LongBench-Write#

Description#

The LongWriter supports 10,000+ Word Generation From Long Context LLMs. We can use the benchmark LongBench-Write focuses more on measuring the long output quality as well as the output length.

Refer to LongWriter

Usage#

Installation#

pip install evalscope[framework]

Task configuration#

There are few ways to configure the task: dict, json and yaml.

Configuration with dict:

task_cfg = dict(stage=['infer', 'eval_l', 'eval_q'],
                model='ZhipuAI/LongWriter-glm4-9b',
                input_data_path=None,
                output_dir='./outputs',
                openai_api_key=None,
                openai_gpt_model='gpt-4o-2024-05-13',
                infer_generation_kwargs={
                    'max_new_tokens': 32768,
                    'temperature': 0.5
                },
                eval_generation_kwargs={
                    'max_new_tokens': 1024,
                    'temperature': 0.5,
                    'stop': None
                },
                proc_num=8)

Arguments:
- stage: To run multiple stages, infer–run the inference process. eval_l–run eval length process. eval_q–run eval quality process.
- model: model id on the ModelScope hub, or local model dir.
- input_data_path: input data path, default to None, it means to use longbench_write
- output_dir: output root directory.
- openai_api_key: openai_api_key when enabling the stage eval_q to use Model-as-Judge. Default to None if not needed.
- openai_gpt_model: Judge model name from OpenAI. Default to gpt-4o-2024-05-13
- infer_generation_kwargs: The generation kwargs for models to be evaluated.
- eval_generation_kwargs: The generation kwargs for judge-models.
- proc_num: proc num.

Configuration with json (Optional):

{
    "stage": ["infer", "eval_l", "eval_q"],
    "model": "ZhipuAI/LongWriter-glm4-9b",
    "input_data_path": null,
    "output_dir": "./outputs",
    "openai_api_key": null,
    "openai_gpt_model": "gpt-4o-2024-05-13",
    "infer_generation_kwargs": {
        "max_new_tokens": 32768,
        "temperature": 0.5
    },
    "eval_generation_kwargs": {
        "max_new_tokens": 1024,
        "temperature": 0.5,
        "stop": null
    },
    "proc_num": 8
}

Refer to default_task.json for more details.

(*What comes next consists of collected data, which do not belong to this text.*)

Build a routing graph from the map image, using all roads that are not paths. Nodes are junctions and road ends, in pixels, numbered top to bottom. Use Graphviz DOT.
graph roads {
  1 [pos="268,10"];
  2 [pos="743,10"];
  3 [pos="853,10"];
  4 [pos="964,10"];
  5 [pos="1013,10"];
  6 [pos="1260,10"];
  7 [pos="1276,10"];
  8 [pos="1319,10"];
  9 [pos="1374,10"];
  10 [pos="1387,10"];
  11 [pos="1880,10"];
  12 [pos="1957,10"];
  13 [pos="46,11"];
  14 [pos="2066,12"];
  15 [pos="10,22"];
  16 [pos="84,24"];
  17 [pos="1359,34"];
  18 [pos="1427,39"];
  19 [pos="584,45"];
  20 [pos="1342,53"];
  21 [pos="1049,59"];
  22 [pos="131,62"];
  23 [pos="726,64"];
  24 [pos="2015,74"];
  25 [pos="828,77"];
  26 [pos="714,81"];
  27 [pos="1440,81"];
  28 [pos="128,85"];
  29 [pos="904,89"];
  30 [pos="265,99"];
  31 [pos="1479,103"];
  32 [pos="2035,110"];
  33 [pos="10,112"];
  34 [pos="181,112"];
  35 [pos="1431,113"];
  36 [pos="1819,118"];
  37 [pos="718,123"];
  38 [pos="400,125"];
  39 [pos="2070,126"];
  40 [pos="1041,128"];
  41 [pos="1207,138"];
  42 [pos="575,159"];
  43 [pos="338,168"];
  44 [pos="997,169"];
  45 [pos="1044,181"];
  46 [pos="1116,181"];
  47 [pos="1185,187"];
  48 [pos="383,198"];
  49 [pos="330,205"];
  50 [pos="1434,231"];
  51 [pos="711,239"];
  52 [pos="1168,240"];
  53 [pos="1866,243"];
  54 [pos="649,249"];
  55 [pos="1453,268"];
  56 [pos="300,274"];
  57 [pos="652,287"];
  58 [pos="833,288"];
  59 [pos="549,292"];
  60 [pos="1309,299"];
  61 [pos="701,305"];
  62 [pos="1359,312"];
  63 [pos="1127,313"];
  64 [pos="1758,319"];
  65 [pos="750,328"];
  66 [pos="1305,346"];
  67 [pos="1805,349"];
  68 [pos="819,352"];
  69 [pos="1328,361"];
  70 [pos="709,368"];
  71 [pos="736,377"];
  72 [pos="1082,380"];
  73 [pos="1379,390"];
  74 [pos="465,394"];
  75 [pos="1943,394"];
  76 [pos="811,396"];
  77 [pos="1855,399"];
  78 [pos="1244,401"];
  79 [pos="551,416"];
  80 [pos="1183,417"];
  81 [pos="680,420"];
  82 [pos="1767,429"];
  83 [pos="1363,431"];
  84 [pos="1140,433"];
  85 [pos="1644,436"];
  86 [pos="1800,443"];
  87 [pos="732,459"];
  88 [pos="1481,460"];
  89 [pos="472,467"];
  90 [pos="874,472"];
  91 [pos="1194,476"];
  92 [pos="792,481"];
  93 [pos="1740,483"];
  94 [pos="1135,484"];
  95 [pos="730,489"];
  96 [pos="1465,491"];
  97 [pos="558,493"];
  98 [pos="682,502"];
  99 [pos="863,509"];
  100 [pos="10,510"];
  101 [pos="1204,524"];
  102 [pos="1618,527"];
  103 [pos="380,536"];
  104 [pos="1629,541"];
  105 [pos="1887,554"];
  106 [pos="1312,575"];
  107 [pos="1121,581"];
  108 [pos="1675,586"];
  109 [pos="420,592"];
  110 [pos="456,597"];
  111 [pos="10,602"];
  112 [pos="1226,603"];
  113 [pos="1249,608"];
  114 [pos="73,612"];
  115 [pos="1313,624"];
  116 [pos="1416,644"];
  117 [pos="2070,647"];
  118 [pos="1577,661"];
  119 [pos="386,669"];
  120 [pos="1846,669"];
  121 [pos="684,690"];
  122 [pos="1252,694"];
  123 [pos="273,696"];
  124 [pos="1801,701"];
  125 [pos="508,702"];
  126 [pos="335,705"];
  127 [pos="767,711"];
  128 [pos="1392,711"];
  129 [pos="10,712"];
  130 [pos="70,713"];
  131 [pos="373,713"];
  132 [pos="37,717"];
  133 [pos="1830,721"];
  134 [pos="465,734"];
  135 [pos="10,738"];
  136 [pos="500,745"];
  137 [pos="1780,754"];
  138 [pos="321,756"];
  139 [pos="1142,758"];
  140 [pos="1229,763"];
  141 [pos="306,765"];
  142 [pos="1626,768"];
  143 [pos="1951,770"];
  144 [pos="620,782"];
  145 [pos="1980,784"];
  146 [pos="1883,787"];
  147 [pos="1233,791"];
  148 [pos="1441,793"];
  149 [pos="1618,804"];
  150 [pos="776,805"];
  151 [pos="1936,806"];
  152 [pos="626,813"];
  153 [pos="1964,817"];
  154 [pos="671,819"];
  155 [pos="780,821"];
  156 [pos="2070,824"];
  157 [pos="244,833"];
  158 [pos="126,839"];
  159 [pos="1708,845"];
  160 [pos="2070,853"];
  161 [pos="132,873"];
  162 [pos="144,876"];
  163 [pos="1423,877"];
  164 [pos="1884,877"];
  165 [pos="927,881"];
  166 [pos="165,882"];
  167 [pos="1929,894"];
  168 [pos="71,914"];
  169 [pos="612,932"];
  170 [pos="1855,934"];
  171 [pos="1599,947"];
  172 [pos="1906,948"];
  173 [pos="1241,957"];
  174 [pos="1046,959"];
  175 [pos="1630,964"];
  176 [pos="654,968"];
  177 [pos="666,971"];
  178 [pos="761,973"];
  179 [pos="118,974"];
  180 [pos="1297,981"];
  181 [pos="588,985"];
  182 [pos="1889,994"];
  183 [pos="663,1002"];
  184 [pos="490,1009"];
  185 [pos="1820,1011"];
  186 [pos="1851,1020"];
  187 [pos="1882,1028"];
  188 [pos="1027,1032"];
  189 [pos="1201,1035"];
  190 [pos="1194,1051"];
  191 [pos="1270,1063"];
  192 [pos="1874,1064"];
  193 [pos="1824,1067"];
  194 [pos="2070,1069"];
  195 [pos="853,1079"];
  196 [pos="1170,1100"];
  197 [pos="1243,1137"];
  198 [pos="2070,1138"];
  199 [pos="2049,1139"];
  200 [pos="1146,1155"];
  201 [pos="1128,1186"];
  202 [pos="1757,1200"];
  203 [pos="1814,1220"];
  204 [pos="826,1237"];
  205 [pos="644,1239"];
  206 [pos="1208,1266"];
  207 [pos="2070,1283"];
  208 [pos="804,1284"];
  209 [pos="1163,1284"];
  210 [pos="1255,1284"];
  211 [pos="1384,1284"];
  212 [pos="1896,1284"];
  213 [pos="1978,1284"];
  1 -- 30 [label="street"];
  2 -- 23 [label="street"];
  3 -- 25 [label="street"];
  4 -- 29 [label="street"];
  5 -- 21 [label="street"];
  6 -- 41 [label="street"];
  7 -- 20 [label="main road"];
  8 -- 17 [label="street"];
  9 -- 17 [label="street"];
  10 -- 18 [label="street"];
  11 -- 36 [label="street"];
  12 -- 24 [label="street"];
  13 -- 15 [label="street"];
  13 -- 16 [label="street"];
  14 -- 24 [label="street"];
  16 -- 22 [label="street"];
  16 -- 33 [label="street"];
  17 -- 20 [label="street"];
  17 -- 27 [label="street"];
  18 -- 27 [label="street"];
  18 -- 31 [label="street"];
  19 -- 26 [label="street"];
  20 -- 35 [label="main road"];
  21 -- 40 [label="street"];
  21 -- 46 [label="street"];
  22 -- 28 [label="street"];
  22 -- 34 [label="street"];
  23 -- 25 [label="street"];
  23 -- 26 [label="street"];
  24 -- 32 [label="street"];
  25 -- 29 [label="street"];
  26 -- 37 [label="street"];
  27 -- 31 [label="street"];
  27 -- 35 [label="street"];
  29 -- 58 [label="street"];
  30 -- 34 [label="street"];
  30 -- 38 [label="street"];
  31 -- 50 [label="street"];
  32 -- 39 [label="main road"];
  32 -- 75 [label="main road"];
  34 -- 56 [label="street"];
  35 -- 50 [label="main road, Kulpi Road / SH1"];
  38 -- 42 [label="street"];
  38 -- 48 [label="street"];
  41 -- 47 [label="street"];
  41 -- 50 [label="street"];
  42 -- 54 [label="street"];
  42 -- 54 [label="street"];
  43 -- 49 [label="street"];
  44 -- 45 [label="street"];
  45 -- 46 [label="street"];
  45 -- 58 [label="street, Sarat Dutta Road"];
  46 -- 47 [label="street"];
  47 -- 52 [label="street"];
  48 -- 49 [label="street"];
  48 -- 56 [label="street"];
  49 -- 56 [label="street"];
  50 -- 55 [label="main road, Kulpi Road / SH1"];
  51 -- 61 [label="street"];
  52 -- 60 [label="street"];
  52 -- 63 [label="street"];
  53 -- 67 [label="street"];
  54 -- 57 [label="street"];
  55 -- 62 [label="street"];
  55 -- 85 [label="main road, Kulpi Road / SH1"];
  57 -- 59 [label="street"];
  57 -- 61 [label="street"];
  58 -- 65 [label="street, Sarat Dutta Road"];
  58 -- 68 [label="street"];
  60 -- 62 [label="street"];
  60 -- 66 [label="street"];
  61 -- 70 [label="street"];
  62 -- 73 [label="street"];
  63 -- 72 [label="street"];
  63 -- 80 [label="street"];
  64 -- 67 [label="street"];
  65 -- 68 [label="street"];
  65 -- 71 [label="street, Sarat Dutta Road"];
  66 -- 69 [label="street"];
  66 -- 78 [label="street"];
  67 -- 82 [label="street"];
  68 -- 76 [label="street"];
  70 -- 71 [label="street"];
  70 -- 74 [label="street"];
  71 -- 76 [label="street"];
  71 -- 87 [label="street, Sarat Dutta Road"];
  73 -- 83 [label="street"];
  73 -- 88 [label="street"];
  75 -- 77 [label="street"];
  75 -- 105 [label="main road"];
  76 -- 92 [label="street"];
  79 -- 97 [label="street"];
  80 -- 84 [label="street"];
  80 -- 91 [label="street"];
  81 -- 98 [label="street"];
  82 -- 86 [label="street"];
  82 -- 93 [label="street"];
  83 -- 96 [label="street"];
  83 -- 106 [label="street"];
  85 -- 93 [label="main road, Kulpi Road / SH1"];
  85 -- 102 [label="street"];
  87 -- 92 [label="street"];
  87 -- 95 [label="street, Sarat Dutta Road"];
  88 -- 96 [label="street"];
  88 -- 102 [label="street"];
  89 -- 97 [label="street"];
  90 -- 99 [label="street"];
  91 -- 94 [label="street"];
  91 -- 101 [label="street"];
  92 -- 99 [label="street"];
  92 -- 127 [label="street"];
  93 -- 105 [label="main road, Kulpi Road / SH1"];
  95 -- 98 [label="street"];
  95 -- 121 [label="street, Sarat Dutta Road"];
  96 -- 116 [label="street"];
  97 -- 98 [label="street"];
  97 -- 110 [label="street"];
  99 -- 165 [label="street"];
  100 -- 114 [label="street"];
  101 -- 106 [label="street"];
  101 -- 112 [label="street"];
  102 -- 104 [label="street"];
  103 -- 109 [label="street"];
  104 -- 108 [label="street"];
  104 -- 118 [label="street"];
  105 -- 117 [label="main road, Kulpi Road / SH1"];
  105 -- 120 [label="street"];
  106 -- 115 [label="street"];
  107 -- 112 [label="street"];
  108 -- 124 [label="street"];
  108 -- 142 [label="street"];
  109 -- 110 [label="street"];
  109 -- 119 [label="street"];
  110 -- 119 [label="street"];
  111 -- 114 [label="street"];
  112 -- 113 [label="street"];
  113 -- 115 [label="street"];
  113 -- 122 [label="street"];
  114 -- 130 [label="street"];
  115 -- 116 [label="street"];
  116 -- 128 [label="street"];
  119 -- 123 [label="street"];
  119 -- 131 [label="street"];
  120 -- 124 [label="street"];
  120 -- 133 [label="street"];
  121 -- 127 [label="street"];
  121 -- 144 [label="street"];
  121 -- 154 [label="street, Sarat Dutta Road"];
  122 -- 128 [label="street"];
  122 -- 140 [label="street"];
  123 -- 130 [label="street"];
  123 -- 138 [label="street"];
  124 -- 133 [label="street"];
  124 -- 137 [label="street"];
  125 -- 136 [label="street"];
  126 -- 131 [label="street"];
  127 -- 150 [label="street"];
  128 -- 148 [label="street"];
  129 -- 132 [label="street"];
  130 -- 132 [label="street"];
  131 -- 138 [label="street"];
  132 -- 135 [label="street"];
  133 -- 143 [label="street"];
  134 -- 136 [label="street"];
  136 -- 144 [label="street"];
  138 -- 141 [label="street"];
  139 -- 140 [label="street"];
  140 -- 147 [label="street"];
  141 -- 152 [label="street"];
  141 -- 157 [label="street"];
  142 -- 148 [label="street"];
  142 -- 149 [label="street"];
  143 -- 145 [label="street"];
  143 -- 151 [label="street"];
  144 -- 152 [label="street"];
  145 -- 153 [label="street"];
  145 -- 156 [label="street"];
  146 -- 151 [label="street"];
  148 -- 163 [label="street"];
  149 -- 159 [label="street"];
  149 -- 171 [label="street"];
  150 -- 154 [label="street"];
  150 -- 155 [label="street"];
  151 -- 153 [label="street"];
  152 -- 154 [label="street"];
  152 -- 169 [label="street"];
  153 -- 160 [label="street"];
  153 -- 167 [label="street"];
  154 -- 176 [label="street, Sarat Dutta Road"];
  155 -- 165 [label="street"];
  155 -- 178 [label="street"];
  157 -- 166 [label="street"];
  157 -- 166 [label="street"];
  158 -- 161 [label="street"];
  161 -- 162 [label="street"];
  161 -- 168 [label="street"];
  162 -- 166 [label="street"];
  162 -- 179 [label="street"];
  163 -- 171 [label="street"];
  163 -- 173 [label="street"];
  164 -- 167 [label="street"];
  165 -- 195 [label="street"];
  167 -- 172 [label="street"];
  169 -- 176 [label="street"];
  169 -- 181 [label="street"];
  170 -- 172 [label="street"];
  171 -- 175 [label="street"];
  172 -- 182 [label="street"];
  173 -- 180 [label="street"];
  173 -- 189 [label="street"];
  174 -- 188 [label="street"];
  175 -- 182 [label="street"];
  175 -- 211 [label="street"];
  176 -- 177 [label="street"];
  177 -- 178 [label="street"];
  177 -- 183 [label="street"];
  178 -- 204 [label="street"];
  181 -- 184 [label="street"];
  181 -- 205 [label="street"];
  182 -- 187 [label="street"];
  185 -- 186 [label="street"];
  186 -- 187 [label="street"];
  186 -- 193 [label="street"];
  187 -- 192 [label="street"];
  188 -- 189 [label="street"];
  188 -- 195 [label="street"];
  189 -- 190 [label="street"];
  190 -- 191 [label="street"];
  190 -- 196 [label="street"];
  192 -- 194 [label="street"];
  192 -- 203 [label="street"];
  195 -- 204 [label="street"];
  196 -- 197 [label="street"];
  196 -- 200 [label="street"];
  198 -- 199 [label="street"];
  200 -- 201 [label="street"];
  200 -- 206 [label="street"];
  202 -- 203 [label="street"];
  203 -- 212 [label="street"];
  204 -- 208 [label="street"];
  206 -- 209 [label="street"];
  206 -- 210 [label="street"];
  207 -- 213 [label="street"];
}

Configuration with yaml (Optional):

stage:
  - infer
  - eval_l
  - eval_q
model: ZhipuAI/LongWriter-glm4-9b
input_data_path: null
output_dir: ./outputs
openai_api_key: null
openai_gpt_model: gpt-4o-2024-05-13
infer_generation_kwargs:
  max_new_tokens: 32768
  temperature: 0.5
eval_generation_kwargs:
  max_new_tokens: 1024
  temperature: 0.5
  stop: null
proc_num: 8

Refer to default_task.yaml for more details.

Run the task#

from evalscope.third_party.longbench_write import run_task

run_task(task_cfg=task_cfg)

Results and metrics#

See eval_length.jsonl and eval_quality.jsonl in the outputs dir.

Metrics:
- score_l: The average score of the length evaluation.
- score_q: The average score of the quality evaluation.